This Land: Idaho

The Great “Hot Springs or Busk” Tour Rolls Back Downhill (Dispatch from Pocatello, Idaho):
So, like a clown car perpetually overflowing with misfortune, here we are again, loopers. Remember that meticulously crafted itinerary, the one that promised a triumphant northward march to the Canadian border? Yeah, about that. Turns out, fate – that sadistic ringmaster with a penchant for rusty hubcaps – had other plans. Rocinante, our trusty (usually) mount, coughed up a lung full of power-pack trouble, forcing a U-turn south towards Wayfarer Central in Colorado Springs. Parts, bless their slow-moseyin’ selves, would not arrive for a fortnight, so we chose to spend the downtime at homebase, Hays, KS where we could also get Rocinante’s windshield replaced and a running board added.

But hey, a scenic detour is a scenic detour, right? We shivered through a one-night stand in Bismarck after a stunning sunset stretch through South and North Dakota’s rolling countryside. Then Billings Montana offered a brief respite before hightailing it through Bozeman, then Cody Wyoming. Cody, bless its remote tourist-trap hide, is where we met up with some excellent friends who steered us towards Thermopolis – a haven of hot springs so numerous they’d make Bacchus proud.

Then, Idaho Falls, a land in need of some highway adopters, became our next pitstop. After that, Pocatello, where we nestled in the bosom of a decent public library contemplating the next leg – Salt Lake City, a place that holds… hmmm… let’s just say Ronnie Hays has some “post-9/11 baggage” with SLC (stay tuned for the glorious details).

But the real star of this show, loopers, was the stretch between Cody, WY and Idaho Falls. Yellowstone National Park, in all its technicolor glory, unfolded before our bleary eyes. Mountains that scraped the underbelly of heaven, meadows bursting with wildflowers, switchbacks that would make a pretzel shout in pain. Mammoth Hot Springs, a geological freak show that would make P.T. Barnum envious. And the wildlife, oh the wildlife! Foxes with mischievous glints in their eyes, Elk foraging with enormous racks, bison as big and grumpy as your grunting uncle Melvin, and bears – enough bears to staff a Russian circus. The only downside? No dang AT&T service. Talk about being stranded in the technological dark ages!

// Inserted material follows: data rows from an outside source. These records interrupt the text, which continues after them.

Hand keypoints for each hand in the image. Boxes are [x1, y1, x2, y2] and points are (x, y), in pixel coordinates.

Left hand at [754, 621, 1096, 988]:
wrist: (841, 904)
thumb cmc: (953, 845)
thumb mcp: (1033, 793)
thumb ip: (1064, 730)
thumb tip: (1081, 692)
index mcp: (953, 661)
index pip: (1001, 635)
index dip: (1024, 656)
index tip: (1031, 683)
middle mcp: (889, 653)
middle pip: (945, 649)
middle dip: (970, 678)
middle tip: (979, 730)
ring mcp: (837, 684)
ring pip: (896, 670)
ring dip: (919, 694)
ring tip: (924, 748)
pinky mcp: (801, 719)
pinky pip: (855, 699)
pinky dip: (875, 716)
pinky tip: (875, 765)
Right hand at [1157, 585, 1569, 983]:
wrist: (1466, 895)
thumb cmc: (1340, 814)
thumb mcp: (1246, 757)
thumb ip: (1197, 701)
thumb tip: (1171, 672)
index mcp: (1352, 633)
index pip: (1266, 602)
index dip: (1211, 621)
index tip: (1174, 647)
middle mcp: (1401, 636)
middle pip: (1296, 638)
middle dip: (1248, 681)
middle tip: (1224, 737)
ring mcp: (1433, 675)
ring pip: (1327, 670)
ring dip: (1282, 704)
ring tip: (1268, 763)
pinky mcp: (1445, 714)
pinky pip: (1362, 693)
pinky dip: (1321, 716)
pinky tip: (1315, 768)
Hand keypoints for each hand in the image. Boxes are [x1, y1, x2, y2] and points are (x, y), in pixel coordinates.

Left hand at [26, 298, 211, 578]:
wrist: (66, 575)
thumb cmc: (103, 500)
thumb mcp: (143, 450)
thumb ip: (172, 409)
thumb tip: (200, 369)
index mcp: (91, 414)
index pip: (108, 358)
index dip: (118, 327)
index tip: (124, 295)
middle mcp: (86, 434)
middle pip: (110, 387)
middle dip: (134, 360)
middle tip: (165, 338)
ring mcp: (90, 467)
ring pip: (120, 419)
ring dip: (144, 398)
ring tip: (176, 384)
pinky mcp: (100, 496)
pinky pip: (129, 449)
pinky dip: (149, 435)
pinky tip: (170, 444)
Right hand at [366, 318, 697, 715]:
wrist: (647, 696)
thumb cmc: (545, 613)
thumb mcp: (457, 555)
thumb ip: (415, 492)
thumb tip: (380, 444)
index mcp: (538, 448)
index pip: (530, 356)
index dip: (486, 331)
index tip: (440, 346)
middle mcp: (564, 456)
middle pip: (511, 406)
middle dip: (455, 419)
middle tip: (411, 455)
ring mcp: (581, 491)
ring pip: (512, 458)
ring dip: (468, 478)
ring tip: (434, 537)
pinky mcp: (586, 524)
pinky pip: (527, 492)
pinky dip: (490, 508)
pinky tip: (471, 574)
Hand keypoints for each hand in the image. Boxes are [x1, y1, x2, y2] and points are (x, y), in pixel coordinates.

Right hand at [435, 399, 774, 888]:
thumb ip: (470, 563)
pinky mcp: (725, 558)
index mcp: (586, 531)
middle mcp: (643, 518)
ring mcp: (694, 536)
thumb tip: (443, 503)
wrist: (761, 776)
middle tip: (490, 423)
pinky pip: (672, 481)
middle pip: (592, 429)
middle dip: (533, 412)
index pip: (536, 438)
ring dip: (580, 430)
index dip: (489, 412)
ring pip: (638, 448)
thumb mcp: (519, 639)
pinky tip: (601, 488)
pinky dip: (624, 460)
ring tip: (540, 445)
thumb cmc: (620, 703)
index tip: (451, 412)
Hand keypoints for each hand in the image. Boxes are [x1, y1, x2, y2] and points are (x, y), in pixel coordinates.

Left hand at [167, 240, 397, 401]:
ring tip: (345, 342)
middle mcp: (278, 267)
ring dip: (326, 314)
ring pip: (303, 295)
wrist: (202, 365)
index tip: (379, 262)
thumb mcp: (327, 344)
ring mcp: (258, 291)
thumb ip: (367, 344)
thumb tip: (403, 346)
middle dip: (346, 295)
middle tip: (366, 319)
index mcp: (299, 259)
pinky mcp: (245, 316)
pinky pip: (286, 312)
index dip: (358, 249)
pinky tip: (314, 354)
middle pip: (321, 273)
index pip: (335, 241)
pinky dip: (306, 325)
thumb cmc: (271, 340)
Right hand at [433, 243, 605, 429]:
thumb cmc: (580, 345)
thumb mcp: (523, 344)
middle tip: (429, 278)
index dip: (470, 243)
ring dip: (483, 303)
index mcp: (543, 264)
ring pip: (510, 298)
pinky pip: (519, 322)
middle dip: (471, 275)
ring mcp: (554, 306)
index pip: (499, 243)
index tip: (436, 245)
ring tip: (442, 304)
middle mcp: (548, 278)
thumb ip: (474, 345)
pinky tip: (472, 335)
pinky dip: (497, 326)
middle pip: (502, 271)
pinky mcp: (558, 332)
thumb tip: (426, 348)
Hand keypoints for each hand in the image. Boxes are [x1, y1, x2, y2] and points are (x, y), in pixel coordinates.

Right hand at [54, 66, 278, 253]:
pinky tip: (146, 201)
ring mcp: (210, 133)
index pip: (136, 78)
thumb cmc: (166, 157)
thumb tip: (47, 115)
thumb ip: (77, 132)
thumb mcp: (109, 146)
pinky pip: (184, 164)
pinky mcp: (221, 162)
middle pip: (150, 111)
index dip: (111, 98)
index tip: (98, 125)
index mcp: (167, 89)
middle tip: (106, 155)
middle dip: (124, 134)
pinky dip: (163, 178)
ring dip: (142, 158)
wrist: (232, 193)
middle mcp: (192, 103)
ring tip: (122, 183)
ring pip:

Speaking of stranded, it was right here, in the middle of Mother Nature’s art gallery, that Rocinante decided to shed a hubcap like a bad habit. Thousands of miles under our belts, and this is when she decides to play Hide the hubcap? Believe you me, loopers, we were sweating harder than a sinner in church. But fear not! Rocinante, bless her engine that could, soldiered on through the park, hubcap-less but unbowed.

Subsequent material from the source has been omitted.